Open clausmichele opened 2 years ago
I'm also not 100% sure yet how we handle properties in such cases. In theory, such a property could be a dimension or it still resides in the features, which would require additional processes.
Regardless of how the vector cube looks like, we likely need to add a new parameter for this use case to the fit_* processes.

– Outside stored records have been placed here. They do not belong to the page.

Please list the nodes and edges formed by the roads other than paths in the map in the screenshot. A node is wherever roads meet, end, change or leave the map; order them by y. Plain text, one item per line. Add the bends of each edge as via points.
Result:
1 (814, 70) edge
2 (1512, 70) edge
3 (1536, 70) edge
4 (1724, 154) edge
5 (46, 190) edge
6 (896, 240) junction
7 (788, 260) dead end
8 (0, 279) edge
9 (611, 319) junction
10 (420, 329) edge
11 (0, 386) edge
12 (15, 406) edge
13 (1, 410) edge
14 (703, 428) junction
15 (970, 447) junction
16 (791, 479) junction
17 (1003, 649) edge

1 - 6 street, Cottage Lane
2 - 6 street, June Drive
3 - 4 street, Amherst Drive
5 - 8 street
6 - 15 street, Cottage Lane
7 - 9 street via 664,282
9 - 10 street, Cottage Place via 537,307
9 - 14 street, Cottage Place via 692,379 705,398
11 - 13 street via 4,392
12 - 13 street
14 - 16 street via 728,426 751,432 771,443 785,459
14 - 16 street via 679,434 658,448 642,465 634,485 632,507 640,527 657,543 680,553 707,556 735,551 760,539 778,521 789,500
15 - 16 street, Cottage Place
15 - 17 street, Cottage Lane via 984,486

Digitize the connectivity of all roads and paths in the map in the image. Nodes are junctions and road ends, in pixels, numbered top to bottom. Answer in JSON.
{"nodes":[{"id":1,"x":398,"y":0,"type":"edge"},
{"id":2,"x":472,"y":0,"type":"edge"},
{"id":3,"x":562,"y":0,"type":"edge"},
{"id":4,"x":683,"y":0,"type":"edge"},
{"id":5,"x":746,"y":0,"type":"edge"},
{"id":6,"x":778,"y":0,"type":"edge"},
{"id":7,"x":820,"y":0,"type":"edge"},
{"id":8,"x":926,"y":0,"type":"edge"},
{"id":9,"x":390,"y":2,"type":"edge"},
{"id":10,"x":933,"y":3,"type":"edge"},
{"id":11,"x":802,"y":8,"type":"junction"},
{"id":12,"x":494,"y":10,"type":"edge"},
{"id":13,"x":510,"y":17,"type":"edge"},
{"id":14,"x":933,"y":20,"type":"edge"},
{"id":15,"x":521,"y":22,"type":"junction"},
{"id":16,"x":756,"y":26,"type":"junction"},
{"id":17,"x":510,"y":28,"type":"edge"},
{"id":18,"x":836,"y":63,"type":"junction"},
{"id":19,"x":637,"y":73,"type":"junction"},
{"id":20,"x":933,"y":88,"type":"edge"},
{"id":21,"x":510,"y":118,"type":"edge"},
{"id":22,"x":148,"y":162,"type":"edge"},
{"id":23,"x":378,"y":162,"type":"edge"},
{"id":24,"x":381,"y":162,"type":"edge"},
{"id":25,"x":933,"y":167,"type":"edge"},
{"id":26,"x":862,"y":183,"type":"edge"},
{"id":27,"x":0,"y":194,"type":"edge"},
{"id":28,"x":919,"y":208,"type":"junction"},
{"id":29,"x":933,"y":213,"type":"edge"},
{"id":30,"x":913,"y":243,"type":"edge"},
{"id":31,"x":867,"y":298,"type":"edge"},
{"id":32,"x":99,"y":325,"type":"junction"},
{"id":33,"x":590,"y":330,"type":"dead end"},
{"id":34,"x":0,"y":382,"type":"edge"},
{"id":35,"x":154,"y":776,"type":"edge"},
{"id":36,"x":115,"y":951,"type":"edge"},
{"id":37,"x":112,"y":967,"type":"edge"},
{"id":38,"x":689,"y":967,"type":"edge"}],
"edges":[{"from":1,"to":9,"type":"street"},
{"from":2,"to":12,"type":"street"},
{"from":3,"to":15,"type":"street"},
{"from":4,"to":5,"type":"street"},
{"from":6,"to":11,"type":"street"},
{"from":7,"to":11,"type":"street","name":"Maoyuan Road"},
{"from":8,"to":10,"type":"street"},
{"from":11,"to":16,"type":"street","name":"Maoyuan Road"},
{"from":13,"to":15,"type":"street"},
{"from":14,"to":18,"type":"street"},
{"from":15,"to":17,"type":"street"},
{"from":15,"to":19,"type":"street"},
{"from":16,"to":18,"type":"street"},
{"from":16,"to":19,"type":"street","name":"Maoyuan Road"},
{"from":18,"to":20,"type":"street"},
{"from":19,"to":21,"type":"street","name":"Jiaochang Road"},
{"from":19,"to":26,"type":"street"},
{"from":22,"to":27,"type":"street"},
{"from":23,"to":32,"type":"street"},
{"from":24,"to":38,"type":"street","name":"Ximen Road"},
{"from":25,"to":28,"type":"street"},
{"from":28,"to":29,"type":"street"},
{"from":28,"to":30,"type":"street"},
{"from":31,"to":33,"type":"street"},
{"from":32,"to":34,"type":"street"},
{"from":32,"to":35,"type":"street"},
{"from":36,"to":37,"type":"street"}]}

This is for example my version of a vector-cube: a table with the geometry field plus some other columns. This would be the output of aggregate_spatial for instance
idx | class | geometry | result | result_meta |
---|---|---|---|---|
0 | 0 | POINT (11.12157 46.06955) | {'B04_10m': 1522.0, 'B08_10m': 2127.5} | {'total_count': 2.0, 'valid_count': 2.0} |
1 | 0 | POINT (11.12171 46.06909) | {'B04_10m': 1121.5, 'B08_10m': 1547.0} | {'total_count': 2.0, 'valid_count': 2.0} |
2 | 0 | POINT (11.12324 46.06875) | {'B04_10m': 1045.5, 'B08_10m': 1406.0} | {'total_count': 2.0, 'valid_count': 2.0} |
3 | 0 | POINT (11.12326 46.06900) | {'B04_10m': 1093.5, 'B08_10m': 1497.5} | {'total_count': 2.0, 'valid_count': 2.0} |
4 | 0 | POINT (11.12370 46.06757) | {'B04_10m': 1455.0, 'B08_10m': 2059.5} | {'total_count': 2.0, 'valid_count': 2.0} |
... | ... | ... | ... | ... |
100 | 1 | POINT (11.14474 46.13561) | {'B04_10m': 812.5, 'B08_10m': 3255.5} | {'total_count': 2.0, 'valid_count': 2.0} |
101 | 1 | POINT (11.15225 46.13465) | {'B04_10m': 614.0, 'B08_10m': 2137.5} | {'total_count': 2.0, 'valid_count': 2.0} |
102 | 1 | POINT (11.15215 46.13448) | {'B04_10m': 559.5, 'B08_10m': 2053.0} | {'total_count': 2.0, 'valid_count': 2.0} |
103 | 1 | POINT (11.15340 46.13687) | {'B04_10m': 549.5, 'B08_10m': 2001.0} | {'total_count': 2.0, 'valid_count': 2.0} |
104 | 1 | POINT (11.15475 46.13695) | {'B04_10m': 596.0, 'B08_10m': 1806.5} | {'total_count': 2.0, 'valid_count': 2.0} |
The process should allow the user to select which property (or column, if we refer to a general DB) of the vector-cube to select to get the required data (@jdries mentioned this already in the last dev meeting)
In our definition of a data cube, cell values are scalars (see here, sixth paragraph), we do not allow for multiple variables (or attributes) at each combination of dimension values (cell = scalar). For vector data cubes, this should also hold. So by defining the vector data cube from the geojson file above you need to specify first which field holds the data cube values (cell values), which should be class, before you can call it a data cube. Then you end up with a one-dimensional vector data cube with geometries (points) as dimension values, and the class values as cell values. And hence, then you don't need to select an attribute.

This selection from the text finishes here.